- _AIM OF THE EXERCISE_
Check each line of the entries below for the word "name", and copy the lines that have it.

- _EXERCISE DATA_
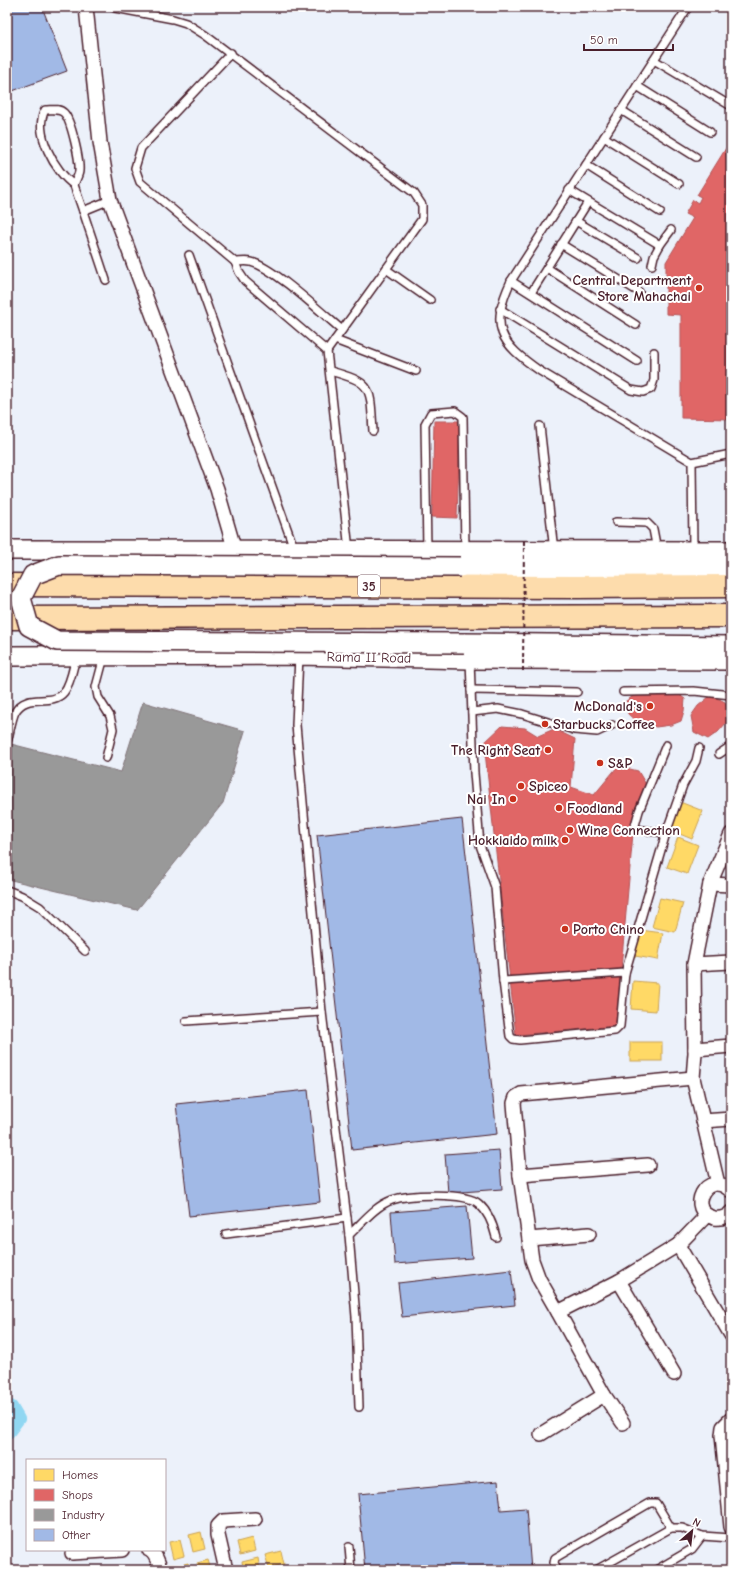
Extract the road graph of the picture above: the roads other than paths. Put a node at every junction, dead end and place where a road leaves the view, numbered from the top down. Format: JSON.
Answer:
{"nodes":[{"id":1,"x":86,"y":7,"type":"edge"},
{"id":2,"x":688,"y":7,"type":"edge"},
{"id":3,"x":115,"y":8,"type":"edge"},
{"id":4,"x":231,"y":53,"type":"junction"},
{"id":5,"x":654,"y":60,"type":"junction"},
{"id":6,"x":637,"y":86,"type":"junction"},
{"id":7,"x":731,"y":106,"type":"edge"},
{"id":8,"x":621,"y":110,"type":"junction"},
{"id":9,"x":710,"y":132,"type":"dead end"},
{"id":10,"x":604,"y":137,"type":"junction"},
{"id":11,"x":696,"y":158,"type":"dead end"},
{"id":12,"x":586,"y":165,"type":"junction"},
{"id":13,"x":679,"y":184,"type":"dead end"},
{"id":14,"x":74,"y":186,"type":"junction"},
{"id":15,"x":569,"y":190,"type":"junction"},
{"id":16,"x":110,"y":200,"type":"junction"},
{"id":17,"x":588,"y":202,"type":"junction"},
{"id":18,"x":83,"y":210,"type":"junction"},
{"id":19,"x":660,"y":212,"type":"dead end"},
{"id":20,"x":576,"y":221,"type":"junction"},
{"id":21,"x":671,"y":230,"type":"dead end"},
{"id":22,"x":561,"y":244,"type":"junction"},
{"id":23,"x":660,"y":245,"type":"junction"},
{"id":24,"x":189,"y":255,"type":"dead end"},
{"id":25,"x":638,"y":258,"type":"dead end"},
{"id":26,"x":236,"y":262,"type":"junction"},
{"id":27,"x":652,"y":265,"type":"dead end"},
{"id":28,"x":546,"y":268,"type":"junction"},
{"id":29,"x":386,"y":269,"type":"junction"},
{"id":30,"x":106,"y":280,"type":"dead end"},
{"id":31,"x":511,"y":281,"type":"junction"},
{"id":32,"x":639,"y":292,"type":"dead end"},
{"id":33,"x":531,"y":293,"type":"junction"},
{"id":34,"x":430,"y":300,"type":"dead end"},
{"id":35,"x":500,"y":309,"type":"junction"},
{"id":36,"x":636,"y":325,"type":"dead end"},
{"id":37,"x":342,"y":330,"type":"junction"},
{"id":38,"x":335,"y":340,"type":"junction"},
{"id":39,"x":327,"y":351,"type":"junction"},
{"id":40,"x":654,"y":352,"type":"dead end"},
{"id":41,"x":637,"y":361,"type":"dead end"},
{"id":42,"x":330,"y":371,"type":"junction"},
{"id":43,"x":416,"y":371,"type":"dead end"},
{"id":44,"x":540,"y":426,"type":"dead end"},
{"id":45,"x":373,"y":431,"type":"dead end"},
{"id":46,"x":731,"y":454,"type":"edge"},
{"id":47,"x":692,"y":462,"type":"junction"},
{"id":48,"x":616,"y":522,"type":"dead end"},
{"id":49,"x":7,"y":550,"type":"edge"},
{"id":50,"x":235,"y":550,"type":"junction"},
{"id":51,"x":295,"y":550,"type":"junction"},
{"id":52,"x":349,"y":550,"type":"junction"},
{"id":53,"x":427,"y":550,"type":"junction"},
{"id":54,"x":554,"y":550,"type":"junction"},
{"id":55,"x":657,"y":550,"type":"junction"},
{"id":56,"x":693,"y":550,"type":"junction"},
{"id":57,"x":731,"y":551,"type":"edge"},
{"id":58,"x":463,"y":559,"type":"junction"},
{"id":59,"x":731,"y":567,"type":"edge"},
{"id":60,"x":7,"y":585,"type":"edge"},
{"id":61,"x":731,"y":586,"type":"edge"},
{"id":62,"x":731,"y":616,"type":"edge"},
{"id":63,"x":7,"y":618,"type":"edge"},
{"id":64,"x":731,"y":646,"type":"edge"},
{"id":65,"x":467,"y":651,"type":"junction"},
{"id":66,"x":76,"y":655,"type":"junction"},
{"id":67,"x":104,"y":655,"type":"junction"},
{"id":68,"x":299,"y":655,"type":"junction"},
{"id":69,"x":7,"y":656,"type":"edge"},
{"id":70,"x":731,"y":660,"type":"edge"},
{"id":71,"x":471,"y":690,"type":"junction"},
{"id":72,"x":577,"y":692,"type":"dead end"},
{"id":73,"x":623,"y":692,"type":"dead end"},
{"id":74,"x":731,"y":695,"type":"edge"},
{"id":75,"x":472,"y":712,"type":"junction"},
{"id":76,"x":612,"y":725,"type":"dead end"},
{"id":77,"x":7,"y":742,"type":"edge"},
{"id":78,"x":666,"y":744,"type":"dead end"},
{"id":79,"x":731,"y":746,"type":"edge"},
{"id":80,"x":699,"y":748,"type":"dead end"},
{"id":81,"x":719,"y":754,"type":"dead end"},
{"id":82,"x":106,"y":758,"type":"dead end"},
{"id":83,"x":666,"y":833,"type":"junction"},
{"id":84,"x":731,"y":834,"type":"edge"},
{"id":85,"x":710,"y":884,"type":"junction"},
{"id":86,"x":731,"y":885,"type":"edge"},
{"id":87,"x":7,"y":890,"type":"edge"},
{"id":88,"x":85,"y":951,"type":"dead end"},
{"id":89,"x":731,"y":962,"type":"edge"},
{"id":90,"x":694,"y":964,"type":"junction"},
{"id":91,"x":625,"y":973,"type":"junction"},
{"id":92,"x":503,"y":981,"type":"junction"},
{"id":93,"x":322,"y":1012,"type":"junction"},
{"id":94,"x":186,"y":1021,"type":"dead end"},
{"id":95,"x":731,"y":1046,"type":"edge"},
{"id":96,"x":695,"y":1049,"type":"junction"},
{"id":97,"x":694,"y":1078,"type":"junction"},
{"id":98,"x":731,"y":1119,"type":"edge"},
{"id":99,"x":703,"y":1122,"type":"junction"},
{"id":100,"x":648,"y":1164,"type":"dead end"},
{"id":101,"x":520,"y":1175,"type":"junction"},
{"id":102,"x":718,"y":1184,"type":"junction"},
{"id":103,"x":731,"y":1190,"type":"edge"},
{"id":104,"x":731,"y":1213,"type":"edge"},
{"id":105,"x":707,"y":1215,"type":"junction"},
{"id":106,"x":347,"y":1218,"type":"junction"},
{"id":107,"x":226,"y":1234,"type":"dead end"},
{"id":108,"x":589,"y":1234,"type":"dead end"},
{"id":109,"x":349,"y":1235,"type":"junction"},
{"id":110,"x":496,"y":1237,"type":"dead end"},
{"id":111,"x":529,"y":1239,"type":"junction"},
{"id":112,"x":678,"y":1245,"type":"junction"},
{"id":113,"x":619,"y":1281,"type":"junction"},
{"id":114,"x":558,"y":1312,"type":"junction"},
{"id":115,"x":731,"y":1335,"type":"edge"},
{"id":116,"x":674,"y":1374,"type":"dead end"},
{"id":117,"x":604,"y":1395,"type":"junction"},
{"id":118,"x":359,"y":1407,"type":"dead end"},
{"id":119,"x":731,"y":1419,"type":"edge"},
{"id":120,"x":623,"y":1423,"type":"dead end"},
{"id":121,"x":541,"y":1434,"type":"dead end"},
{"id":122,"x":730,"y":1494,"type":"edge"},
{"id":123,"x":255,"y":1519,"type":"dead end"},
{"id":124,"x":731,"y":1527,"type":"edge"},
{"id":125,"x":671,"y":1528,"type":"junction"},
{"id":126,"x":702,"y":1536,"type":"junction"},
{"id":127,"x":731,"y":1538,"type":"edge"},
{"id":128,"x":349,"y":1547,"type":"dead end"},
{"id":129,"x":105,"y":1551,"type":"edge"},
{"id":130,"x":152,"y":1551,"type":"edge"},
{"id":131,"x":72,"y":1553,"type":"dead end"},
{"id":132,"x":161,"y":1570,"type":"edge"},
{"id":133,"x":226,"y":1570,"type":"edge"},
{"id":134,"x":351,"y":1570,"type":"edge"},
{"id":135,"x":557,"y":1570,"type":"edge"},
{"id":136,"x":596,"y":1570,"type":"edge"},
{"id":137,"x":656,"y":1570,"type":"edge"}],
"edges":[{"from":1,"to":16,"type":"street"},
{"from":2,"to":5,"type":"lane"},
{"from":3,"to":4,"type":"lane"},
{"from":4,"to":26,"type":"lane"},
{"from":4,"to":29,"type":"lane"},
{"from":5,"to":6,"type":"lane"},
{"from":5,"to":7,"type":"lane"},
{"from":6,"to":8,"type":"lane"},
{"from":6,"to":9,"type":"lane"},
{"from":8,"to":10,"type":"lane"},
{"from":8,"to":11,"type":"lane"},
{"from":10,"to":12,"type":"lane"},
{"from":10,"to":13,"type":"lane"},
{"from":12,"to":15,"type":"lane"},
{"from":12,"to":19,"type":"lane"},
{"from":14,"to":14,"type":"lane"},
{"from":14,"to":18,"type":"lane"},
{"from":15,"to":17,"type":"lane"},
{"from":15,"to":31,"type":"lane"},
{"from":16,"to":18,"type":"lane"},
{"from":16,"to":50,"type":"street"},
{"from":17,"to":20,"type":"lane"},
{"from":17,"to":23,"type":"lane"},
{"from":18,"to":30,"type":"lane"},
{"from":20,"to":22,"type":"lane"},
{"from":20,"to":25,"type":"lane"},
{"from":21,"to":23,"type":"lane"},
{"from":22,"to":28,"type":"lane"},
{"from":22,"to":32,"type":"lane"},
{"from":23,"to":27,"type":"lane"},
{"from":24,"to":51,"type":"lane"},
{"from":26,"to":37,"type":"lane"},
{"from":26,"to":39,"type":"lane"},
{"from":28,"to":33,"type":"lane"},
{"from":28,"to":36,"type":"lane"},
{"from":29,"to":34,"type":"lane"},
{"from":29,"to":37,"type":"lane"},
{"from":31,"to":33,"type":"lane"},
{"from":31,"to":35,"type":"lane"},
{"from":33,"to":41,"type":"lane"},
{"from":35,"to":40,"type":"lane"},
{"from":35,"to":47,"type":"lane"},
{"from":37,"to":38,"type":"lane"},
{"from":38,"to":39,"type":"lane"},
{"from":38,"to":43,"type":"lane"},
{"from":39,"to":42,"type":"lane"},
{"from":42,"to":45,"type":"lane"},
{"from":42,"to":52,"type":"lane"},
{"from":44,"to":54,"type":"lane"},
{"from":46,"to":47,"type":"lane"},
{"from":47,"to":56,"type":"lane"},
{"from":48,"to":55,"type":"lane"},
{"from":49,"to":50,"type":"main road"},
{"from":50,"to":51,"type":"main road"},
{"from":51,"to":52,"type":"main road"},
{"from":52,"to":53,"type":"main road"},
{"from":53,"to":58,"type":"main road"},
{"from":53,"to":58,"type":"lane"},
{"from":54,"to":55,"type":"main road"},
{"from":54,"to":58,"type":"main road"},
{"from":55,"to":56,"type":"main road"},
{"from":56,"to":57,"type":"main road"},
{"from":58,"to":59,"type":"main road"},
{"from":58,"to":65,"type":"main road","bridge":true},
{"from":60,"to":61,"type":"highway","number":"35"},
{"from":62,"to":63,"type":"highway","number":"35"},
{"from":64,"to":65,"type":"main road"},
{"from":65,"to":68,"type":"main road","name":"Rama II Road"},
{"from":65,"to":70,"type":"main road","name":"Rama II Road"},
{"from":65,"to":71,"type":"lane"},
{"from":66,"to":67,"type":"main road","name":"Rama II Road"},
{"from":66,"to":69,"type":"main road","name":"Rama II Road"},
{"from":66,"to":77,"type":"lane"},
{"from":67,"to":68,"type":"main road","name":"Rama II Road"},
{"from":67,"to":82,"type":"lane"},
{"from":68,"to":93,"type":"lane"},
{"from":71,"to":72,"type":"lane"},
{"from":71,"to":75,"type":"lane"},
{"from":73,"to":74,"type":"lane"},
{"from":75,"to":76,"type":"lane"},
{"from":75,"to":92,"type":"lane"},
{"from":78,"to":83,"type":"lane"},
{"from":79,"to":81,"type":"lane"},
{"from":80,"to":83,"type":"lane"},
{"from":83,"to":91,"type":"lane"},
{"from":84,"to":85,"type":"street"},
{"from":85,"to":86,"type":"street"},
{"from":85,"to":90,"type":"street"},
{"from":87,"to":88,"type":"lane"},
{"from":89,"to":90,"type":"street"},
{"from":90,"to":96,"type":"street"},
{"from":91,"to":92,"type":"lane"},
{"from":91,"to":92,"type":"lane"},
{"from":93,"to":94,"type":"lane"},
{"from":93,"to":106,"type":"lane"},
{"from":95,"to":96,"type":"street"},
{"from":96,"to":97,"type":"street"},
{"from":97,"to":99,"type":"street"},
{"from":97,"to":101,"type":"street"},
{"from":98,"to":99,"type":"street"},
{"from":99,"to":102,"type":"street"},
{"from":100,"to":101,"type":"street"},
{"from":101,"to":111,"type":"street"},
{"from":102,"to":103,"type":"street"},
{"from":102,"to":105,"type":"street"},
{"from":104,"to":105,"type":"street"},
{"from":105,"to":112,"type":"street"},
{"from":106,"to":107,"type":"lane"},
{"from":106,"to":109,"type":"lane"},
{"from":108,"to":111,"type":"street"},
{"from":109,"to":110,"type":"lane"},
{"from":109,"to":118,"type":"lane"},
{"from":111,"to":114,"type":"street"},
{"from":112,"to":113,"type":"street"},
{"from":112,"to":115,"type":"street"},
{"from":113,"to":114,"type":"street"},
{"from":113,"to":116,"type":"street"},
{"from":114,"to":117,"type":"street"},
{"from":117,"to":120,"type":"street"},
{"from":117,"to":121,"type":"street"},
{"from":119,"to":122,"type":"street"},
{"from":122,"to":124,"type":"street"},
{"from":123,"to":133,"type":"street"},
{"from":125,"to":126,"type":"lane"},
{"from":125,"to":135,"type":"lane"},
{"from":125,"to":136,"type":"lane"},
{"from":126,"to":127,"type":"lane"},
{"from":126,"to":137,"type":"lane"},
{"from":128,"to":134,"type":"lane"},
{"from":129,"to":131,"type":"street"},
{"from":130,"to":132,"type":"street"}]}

- _WRITTEN SOLUTION_
{"from":65,"to":68,"type":"main road","name":"Rama II Road"},
{"from":65,"to":70,"type":"main road","name":"Rama II Road"},
{"from":66,"to":67,"type":"main road","name":"Rama II Road"},
{"from":66,"to":69,"type":"main road","name":"Rama II Road"},
{"from":67,"to":68,"type":"main road","name":"Rama II Road"},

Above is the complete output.